- [What needs to be done]:
Print the records below once again, exactly as they were given.

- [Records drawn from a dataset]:
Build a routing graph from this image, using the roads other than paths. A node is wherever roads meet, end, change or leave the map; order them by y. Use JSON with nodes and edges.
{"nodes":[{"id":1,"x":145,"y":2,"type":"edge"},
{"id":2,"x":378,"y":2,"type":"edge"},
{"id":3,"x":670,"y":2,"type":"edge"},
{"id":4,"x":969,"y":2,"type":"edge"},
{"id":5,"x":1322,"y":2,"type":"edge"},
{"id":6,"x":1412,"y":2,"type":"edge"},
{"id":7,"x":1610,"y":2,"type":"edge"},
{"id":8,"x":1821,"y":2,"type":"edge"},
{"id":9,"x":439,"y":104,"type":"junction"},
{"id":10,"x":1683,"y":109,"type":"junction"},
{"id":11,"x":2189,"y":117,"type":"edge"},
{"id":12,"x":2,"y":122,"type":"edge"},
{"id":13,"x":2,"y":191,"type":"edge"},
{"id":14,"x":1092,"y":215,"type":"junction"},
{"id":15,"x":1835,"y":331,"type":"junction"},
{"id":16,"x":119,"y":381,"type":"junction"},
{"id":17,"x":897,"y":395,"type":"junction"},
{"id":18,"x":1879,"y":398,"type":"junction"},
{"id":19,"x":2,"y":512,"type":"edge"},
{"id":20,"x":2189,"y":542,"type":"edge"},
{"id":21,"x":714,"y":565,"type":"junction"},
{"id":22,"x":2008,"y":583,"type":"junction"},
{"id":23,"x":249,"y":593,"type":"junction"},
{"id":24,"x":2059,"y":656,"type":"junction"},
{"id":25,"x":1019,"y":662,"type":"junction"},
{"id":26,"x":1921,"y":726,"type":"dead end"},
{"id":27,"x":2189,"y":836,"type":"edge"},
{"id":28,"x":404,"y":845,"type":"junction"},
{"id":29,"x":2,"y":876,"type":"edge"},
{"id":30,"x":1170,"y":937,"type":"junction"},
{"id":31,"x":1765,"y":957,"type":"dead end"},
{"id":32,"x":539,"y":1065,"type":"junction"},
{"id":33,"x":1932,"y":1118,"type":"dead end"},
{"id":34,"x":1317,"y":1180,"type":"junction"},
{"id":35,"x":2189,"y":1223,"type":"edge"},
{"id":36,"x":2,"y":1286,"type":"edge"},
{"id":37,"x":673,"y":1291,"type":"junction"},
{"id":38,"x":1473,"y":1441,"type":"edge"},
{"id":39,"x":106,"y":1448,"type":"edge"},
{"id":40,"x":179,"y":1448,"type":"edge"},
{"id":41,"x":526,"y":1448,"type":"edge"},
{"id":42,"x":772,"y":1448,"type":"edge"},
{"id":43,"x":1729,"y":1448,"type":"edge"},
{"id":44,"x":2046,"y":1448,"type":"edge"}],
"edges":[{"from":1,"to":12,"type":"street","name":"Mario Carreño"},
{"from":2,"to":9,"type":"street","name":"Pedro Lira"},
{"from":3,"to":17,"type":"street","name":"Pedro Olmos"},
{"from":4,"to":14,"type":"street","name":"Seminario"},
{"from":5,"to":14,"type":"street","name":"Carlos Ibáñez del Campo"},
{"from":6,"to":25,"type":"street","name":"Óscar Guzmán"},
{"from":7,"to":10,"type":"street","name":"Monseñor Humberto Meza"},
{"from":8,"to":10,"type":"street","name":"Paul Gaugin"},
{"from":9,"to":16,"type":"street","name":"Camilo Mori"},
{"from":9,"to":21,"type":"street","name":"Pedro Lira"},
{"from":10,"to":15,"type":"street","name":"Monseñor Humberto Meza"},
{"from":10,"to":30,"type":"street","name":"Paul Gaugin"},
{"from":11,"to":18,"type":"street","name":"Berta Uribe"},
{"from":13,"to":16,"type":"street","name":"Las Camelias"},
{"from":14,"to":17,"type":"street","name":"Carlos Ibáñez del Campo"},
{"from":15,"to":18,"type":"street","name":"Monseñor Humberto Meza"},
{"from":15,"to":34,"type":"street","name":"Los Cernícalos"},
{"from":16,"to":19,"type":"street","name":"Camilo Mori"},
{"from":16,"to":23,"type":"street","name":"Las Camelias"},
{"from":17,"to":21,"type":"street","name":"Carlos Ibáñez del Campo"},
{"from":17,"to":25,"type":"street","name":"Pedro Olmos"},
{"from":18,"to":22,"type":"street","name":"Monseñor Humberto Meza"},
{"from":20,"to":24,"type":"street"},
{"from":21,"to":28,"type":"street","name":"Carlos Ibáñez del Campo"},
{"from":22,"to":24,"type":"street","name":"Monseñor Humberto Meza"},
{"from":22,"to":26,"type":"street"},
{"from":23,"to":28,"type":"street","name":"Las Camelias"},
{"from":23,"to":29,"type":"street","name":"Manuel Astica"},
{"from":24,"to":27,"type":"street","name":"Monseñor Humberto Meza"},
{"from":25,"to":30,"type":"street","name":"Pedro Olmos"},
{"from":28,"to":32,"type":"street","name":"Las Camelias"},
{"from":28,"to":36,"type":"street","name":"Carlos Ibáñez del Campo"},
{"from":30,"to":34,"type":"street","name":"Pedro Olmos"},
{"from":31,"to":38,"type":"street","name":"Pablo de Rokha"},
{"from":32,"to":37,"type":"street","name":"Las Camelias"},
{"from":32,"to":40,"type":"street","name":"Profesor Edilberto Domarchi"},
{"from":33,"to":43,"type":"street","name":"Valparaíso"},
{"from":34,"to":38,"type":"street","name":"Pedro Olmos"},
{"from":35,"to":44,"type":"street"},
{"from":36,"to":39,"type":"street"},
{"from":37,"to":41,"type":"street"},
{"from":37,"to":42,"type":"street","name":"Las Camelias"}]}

- [Exercise output]:
Build a routing graph from this image, using the roads other than paths. A node is wherever roads meet, end, change or leave the map; order them by y. Use JSON with nodes and edges.
{"nodes":[{"id":1,"x":145,"y":2,"type":"edge"},
{"id":2,"x":378,"y":2,"type":"edge"},
{"id":3,"x":670,"y":2,"type":"edge"},
{"id":4,"x":969,"y":2,"type":"edge"},
{"id":5,"x":1322,"y":2,"type":"edge"},
{"id":6,"x":1412,"y":2,"type":"edge"},
{"id":7,"x":1610,"y":2,"type":"edge"},
{"id":8,"x":1821,"y":2,"type":"edge"},
{"id":9,"x":439,"y":104,"type":"junction"},
{"id":10,"x":1683,"y":109,"type":"junction"},
{"id":11,"x":2189,"y":117,"type":"edge"},
{"id":12,"x":2,"y":122,"type":"edge"},
{"id":13,"x":2,"y":191,"type":"edge"},
{"id":14,"x":1092,"y":215,"type":"junction"},
{"id":15,"x":1835,"y":331,"type":"junction"},
{"id":16,"x":119,"y":381,"type":"junction"},
{"id":17,"x":897,"y":395,"type":"junction"},
{"id":18,"x":1879,"y":398,"type":"junction"},
{"id":19,"x":2,"y":512,"type":"edge"},
{"id":20,"x":2189,"y":542,"type":"edge"},
{"id":21,"x":714,"y":565,"type":"junction"},
{"id":22,"x":2008,"y":583,"type":"junction"},
{"id":23,"x":249,"y":593,"type":"junction"},
{"id":24,"x":2059,"y":656,"type":"junction"},
{"id":25,"x":1019,"y":662,"type":"junction"},
{"id":26,"x":1921,"y":726,"type":"dead end"},
{"id":27,"x":2189,"y":836,"type":"edge"},
{"id":28,"x":404,"y":845,"type":"junction"},
{"id":29,"x":2,"y":876,"type":"edge"},
{"id":30,"x":1170,"y":937,"type":"junction"},
{"id":31,"x":1765,"y":957,"type":"dead end"},
{"id":32,"x":539,"y":1065,"type":"junction"},
{"id":33,"x":1932,"y":1118,"type":"dead end"},
{"id":34,"x":1317,"y":1180,"type":"junction"},
{"id":35,"x":2189,"y":1223,"type":"edge"},
{"id":36,"x":2,"y":1286,"type":"edge"},
{"id":37,"x":673,"y":1291,"type":"junction"},
{"id":38,"x":1473,"y":1441,"type":"edge"},
{"id":39,"x":106,"y":1448,"type":"edge"},
{"id":40,"x":179,"y":1448,"type":"edge"},
{"id":41,"x":526,"y":1448,"type":"edge"},
{"id":42,"x":772,"y":1448,"type":"edge"},
{"id":43,"x":1729,"y":1448,"type":"edge"},
{"id":44,"x":2046,"y":1448,"type":"edge"}],
"edges":[{"from":1,"to":12,"type":"street","name":"Mario Carreño"},
{"from":2,"to":9,"type":"street","name":"Pedro Lira"},
{"from":3,"to":17,"type":"street","name":"Pedro Olmos"},
{"from":4,"to":14,"type":"street","name":"Seminario"},
{"from":5,"to":14,"type":"street","name":"Carlos Ibáñez del Campo"},
{"from":6,"to":25,"type":"street","name":"Óscar Guzmán"},
{"from":7,"to":10,"type":"street","name":"Monseñor Humberto Meza"},
{"from":8,"to":10,"type":"street","name":"Paul Gaugin"},
{"from":9,"to":16,"type":"street","name":"Camilo Mori"},
{"from":9,"to":21,"type":"street","name":"Pedro Lira"},
{"from":10,"to":15,"type":"street","name":"Monseñor Humberto Meza"},
{"from":10,"to":30,"type":"street","name":"Paul Gaugin"},
{"from":11,"to":18,"type":"street","name":"Berta Uribe"},
{"from":13,"to":16,"type":"street","name":"Las Camelias"},
{"from":14,"to":17,"type":"street","name":"Carlos Ibáñez del Campo"},
{"from":15,"to":18,"type":"street","name":"Monseñor Humberto Meza"},
{"from":15,"to":34,"type":"street","name":"Los Cernícalos"},
{"from":16,"to":19,"type":"street","name":"Camilo Mori"},
{"from":16,"to":23,"type":"street","name":"Las Camelias"},
{"from":17,"to":21,"type":"street","name":"Carlos Ibáñez del Campo"},
{"from":17,"to":25,"type":"street","name":"Pedro Olmos"},
{"from":18,"to":22,"type":"street","name":"Monseñor Humberto Meza"},
{"from":20,"to":24,"type":"street"},
{"from":21,"to":28,"type":"street","name":"Carlos Ibáñez del Campo"},
{"from":22,"to":24,"type":"street","name":"Monseñor Humberto Meza"},
{"from":22,"to":26,"type":"street"},
{"from":23,"to":28,"type":"street","name":"Las Camelias"},
{"from":23,"to":29,"type":"street","name":"Manuel Astica"},
{"from":24,"to":27,"type":"street","name":"Monseñor Humberto Meza"},
{"from":25,"to":30,"type":"street","name":"Pedro Olmos"},
{"from":28,"to":32,"type":"street","name":"Las Camelias"},
{"from":28,"to":36,"type":"street","name":"Carlos Ibáñez del Campo"},
{"from":30,"to":34,"type":"street","name":"Pedro Olmos"},
{"from":31,"to":38,"type":"street","name":"Pablo de Rokha"},
{"from":32,"to":37,"type":"street","name":"Las Camelias"},
{"from":32,"to":40,"type":"street","name":"Profesor Edilberto Domarchi"},
{"from":33,"to":43,"type":"street","name":"Valparaíso"},
{"from":34,"to":38,"type":"street","name":"Pedro Olmos"},
{"from":35,"to":44,"type":"street"},
{"from":36,"to":39,"type":"street"},
{"from":37,"to":41,"type":"street"},
{"from":37,"to":42,"type":"street","name":"Las Camelias"}]}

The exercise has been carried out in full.